TASK DESCRIPTION:
Return, from the listing below, every line that includes "lane".

◆ ◆ ◆

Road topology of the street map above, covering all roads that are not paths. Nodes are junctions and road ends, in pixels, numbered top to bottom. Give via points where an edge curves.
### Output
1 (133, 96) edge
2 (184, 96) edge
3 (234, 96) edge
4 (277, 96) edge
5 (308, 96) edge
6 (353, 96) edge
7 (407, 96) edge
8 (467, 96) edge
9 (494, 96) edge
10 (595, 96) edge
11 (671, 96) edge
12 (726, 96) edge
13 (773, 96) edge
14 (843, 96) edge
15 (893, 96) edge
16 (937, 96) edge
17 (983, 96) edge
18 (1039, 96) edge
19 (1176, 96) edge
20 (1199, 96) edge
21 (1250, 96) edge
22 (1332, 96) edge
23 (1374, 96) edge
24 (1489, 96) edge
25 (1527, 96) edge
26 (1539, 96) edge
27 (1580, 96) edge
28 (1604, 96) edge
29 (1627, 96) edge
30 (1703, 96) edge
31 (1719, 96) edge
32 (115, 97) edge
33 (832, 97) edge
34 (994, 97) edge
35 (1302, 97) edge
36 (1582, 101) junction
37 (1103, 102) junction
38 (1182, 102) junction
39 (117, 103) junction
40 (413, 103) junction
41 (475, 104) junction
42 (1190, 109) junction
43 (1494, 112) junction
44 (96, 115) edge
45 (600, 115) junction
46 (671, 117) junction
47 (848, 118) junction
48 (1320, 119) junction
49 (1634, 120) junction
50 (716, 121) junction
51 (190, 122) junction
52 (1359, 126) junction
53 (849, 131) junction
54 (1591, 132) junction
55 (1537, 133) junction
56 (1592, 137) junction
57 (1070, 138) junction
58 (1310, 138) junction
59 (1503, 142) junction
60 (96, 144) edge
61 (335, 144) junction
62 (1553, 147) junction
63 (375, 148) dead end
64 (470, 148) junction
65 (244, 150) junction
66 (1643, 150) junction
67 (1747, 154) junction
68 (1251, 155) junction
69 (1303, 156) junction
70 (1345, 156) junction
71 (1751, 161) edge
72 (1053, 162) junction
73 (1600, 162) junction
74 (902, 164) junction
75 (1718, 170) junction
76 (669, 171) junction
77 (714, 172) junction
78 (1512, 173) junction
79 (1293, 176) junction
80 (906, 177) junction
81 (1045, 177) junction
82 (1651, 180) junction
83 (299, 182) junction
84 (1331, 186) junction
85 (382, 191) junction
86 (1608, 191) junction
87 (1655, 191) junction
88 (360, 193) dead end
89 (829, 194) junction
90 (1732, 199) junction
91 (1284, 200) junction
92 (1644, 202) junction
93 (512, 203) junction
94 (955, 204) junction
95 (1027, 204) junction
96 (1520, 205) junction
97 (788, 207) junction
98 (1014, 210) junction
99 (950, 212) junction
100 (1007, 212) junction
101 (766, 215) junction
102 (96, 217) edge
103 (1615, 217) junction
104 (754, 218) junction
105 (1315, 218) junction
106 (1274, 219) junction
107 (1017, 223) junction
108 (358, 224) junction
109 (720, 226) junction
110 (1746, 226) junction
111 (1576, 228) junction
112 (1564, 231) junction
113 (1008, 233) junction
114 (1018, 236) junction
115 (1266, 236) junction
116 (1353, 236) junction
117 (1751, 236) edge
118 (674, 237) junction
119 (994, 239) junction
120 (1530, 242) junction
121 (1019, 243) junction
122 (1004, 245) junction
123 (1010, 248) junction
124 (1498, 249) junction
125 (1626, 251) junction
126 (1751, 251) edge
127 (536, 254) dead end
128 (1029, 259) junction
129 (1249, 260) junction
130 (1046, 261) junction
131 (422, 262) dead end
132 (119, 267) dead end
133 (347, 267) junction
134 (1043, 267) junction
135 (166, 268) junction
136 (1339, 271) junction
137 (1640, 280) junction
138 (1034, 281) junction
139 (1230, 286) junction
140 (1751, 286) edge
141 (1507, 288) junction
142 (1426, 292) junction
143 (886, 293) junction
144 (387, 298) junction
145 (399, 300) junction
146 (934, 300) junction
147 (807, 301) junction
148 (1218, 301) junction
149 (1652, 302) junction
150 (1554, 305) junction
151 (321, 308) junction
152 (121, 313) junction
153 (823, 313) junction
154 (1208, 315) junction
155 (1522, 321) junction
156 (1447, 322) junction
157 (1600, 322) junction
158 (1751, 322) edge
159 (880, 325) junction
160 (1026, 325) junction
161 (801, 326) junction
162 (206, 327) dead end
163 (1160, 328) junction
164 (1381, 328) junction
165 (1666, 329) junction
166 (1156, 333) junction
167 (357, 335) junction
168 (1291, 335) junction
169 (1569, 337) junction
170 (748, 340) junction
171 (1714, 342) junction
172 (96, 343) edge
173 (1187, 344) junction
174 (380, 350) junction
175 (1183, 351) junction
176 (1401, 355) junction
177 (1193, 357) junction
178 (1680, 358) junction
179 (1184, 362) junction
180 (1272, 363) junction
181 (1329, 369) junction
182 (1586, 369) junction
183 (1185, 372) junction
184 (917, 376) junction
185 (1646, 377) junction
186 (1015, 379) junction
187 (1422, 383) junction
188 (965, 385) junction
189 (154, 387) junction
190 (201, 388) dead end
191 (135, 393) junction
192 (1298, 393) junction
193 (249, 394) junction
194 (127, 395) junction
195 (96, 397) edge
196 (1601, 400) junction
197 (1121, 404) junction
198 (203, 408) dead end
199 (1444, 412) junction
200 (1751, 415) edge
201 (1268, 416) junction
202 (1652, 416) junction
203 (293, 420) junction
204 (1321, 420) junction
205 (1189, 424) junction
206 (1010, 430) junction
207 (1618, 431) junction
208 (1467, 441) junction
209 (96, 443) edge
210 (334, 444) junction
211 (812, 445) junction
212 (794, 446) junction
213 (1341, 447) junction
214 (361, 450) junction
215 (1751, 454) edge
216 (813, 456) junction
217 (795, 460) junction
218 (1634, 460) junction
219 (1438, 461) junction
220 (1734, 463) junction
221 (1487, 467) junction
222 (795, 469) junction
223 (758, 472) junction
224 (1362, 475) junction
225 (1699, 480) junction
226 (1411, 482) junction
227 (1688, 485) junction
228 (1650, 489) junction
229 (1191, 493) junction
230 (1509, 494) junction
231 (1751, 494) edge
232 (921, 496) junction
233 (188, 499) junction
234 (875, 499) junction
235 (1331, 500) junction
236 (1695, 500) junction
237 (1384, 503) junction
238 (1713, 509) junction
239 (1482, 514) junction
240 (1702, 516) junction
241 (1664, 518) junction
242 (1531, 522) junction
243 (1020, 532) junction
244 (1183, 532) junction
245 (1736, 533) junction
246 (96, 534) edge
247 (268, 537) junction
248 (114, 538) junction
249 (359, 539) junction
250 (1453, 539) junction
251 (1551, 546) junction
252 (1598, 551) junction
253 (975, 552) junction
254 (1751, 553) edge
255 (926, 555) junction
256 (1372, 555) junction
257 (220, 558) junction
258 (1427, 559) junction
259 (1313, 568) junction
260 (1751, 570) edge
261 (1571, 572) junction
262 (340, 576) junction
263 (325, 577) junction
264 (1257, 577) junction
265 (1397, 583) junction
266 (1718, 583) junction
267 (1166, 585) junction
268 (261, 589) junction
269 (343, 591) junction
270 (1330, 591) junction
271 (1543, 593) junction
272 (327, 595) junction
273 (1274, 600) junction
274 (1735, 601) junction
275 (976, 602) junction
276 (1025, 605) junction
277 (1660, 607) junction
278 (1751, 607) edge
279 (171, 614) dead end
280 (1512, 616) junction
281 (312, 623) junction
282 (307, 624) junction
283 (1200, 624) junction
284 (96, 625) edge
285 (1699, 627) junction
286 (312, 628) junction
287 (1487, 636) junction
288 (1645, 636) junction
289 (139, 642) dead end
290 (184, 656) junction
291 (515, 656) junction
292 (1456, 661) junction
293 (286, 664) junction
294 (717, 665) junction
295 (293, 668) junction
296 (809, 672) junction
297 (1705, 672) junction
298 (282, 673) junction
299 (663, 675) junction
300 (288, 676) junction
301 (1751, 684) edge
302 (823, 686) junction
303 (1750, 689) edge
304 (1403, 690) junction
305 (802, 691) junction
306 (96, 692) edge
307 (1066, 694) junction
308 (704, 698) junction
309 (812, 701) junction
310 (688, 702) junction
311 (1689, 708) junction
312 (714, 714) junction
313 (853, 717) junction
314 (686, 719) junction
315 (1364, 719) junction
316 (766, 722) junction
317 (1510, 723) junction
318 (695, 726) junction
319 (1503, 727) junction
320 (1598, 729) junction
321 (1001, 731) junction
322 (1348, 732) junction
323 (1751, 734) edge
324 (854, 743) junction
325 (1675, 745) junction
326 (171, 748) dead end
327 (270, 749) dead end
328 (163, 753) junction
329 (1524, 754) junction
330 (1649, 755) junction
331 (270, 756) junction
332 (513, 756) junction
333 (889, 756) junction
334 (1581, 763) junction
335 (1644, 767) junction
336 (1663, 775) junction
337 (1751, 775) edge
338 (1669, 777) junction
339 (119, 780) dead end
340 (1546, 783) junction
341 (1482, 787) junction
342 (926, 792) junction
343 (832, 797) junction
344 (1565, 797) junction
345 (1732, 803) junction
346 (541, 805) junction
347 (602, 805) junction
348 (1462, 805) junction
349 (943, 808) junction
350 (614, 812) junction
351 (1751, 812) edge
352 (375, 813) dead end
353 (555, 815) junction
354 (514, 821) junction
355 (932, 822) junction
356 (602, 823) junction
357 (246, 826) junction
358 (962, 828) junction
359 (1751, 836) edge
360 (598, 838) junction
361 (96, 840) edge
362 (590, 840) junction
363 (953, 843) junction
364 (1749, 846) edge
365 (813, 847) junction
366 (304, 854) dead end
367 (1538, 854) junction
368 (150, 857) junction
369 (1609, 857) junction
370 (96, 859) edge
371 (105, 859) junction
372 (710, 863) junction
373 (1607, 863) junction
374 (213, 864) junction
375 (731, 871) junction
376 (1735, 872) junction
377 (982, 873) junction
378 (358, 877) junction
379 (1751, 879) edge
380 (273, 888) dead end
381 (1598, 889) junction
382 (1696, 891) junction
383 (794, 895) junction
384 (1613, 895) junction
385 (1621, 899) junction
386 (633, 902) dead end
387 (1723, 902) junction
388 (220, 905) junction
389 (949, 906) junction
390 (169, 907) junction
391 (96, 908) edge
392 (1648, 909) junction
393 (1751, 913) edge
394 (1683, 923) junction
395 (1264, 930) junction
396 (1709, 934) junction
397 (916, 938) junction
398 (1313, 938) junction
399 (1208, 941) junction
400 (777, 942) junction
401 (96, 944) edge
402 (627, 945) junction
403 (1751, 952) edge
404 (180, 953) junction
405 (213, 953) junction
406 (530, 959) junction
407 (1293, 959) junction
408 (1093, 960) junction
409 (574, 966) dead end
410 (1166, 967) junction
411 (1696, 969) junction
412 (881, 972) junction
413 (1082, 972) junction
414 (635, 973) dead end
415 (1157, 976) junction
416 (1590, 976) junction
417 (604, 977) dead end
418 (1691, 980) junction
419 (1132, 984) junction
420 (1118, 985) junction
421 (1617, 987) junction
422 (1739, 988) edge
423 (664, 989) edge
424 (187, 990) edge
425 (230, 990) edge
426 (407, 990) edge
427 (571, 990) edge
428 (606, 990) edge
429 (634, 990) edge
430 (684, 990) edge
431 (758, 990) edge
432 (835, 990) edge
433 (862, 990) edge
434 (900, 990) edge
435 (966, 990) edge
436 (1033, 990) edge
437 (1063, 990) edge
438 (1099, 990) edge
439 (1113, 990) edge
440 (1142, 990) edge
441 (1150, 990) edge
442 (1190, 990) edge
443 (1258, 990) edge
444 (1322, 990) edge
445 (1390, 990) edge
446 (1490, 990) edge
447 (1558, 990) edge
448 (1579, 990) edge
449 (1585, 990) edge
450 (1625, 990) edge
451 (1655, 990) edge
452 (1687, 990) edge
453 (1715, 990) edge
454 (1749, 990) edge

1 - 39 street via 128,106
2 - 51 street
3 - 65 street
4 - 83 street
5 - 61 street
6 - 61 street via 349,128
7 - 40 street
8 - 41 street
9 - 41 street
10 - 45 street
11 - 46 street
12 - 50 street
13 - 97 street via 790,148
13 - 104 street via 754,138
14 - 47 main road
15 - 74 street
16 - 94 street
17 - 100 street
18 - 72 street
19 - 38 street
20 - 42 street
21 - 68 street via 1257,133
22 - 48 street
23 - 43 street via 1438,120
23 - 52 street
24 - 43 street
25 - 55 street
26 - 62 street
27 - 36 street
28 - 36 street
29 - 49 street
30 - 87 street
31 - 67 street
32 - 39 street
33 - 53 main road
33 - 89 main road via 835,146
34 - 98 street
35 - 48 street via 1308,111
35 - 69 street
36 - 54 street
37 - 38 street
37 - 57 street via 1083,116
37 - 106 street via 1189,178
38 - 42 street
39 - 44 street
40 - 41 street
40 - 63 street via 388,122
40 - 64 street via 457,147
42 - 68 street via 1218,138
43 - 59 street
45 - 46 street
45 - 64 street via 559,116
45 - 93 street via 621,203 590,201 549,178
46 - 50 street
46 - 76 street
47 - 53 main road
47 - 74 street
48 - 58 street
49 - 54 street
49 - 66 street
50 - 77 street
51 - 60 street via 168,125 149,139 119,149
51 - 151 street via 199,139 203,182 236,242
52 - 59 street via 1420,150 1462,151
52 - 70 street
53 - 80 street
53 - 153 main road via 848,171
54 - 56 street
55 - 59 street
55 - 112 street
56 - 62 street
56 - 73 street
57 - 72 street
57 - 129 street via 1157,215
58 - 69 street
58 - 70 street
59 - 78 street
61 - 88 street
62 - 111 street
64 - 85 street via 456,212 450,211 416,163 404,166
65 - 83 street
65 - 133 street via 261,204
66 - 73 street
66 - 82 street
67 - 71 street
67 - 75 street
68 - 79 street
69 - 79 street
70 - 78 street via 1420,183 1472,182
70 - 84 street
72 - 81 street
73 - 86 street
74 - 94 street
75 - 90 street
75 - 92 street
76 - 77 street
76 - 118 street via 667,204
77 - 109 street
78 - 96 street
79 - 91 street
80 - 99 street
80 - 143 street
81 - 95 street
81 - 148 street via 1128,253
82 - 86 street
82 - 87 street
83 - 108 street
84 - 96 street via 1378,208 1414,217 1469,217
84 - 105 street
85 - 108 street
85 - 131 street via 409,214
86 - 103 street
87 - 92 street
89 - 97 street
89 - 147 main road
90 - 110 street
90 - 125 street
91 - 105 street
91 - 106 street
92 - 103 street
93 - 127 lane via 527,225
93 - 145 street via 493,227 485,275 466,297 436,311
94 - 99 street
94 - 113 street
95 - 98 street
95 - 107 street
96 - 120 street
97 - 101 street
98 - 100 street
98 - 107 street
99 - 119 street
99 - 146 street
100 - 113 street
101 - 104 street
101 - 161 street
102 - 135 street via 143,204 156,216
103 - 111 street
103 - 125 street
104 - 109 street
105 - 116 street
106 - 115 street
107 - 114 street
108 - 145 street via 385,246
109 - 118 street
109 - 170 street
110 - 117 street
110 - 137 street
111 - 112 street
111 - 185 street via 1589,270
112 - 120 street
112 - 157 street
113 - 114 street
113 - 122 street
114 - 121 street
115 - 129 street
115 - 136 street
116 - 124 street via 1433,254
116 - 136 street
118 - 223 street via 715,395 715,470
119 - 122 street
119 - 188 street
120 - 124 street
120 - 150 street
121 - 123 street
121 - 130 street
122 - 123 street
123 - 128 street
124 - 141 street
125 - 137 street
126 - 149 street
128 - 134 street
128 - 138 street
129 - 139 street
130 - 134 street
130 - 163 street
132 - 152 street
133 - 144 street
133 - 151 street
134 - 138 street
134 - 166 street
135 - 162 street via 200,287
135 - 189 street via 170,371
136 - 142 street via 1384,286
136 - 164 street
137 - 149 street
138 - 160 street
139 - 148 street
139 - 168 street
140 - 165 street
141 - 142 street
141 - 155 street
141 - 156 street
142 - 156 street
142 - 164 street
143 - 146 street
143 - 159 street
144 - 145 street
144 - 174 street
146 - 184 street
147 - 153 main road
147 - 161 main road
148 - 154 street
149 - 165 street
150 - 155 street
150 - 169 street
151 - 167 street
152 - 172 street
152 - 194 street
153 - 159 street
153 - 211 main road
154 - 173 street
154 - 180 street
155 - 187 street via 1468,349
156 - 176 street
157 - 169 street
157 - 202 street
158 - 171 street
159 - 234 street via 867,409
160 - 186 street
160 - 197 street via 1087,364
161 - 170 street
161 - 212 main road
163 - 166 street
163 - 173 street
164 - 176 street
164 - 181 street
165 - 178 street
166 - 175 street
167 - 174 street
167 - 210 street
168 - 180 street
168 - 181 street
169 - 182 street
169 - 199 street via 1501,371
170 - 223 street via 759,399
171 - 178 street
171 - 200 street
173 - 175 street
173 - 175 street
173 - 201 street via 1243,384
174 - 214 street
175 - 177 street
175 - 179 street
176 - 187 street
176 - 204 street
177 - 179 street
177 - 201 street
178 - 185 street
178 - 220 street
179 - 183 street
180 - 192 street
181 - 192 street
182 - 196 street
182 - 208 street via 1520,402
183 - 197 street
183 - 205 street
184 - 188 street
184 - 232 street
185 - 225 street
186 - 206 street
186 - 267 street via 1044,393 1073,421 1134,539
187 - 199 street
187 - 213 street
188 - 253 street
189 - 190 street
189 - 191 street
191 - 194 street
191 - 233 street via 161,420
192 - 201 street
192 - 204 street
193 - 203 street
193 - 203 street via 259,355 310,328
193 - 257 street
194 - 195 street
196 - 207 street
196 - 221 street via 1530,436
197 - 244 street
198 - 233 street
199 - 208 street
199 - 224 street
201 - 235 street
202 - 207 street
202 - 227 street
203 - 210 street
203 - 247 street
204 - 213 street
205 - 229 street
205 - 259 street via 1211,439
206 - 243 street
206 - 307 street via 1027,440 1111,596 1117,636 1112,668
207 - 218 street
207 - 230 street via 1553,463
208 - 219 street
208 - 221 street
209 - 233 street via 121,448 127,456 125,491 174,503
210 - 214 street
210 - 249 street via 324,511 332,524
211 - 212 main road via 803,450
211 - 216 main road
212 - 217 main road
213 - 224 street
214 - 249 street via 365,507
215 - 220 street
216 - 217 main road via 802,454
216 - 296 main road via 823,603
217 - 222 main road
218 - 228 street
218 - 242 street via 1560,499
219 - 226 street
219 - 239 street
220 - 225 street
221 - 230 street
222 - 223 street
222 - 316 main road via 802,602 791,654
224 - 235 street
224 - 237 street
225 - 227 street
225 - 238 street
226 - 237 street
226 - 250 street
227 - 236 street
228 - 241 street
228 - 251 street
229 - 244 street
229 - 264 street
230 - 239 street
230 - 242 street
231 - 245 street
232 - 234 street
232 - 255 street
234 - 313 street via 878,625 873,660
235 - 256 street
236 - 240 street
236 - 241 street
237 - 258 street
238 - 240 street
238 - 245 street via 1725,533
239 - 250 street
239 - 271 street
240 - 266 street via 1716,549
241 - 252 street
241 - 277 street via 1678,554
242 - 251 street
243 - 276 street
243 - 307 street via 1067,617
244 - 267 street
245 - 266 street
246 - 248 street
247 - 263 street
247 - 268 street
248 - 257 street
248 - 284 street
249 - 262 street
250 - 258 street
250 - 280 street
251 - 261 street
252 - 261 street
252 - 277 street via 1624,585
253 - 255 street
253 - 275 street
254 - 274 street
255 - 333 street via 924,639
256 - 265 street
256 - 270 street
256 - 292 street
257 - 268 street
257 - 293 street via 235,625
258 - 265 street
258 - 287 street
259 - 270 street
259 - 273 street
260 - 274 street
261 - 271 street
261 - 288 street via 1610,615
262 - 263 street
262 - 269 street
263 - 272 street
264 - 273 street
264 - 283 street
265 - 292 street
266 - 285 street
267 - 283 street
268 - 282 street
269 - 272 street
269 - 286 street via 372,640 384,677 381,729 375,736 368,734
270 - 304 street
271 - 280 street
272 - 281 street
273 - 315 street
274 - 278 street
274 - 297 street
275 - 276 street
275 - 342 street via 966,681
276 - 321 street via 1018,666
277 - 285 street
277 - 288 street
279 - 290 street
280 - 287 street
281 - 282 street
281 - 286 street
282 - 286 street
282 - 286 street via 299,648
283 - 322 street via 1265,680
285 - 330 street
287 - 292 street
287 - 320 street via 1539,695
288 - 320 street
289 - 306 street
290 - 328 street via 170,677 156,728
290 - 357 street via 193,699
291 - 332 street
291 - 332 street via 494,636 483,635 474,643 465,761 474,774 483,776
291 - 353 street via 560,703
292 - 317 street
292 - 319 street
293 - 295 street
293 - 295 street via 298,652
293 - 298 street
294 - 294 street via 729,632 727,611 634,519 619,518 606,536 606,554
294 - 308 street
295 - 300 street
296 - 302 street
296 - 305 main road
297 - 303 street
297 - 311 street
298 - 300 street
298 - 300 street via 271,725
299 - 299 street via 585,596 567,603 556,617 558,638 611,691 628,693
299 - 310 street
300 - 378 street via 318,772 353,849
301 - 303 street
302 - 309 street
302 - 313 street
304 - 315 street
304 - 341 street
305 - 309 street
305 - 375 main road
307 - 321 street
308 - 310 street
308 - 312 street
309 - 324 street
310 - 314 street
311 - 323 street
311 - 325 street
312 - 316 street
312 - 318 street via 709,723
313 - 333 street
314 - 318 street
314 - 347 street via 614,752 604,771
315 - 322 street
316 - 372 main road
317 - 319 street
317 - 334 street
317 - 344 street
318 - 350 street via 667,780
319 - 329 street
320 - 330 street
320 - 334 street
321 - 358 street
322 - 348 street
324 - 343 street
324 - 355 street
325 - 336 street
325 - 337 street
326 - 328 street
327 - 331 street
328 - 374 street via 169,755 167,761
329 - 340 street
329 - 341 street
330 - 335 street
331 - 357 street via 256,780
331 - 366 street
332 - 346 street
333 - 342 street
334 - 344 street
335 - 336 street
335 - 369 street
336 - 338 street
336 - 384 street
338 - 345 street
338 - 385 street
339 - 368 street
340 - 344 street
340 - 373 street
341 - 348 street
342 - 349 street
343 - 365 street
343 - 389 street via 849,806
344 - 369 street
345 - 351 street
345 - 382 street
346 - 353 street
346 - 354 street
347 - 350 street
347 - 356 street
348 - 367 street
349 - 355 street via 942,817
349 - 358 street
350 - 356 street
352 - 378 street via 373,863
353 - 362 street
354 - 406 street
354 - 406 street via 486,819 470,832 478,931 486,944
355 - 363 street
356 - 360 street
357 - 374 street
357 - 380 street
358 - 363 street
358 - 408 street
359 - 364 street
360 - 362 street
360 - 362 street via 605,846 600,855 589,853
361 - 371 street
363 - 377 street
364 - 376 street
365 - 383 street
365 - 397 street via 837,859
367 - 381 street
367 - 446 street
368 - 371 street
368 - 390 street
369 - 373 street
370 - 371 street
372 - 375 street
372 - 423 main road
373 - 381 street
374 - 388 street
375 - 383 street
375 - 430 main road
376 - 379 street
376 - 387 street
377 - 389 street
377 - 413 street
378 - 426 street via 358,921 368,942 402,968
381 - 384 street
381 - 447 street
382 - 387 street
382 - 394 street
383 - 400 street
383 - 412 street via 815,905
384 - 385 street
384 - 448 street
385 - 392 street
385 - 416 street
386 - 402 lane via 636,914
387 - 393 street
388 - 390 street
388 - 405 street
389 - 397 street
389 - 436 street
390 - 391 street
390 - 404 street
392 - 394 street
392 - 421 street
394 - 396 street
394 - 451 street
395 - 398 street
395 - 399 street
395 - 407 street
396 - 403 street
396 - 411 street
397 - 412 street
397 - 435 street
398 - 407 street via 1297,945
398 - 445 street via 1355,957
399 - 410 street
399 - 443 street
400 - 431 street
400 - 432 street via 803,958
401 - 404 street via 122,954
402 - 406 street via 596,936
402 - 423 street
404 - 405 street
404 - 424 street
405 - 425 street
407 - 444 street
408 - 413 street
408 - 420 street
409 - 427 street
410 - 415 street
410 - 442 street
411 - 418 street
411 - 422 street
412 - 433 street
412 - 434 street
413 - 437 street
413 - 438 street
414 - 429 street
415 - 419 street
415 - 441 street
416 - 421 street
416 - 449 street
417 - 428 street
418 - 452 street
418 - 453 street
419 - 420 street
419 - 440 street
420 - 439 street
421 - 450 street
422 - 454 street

◆ ◆ ◆

ANSWER FOR THE TASK:
93 - 127 lane via 527,225
386 - 402 lane via 636,914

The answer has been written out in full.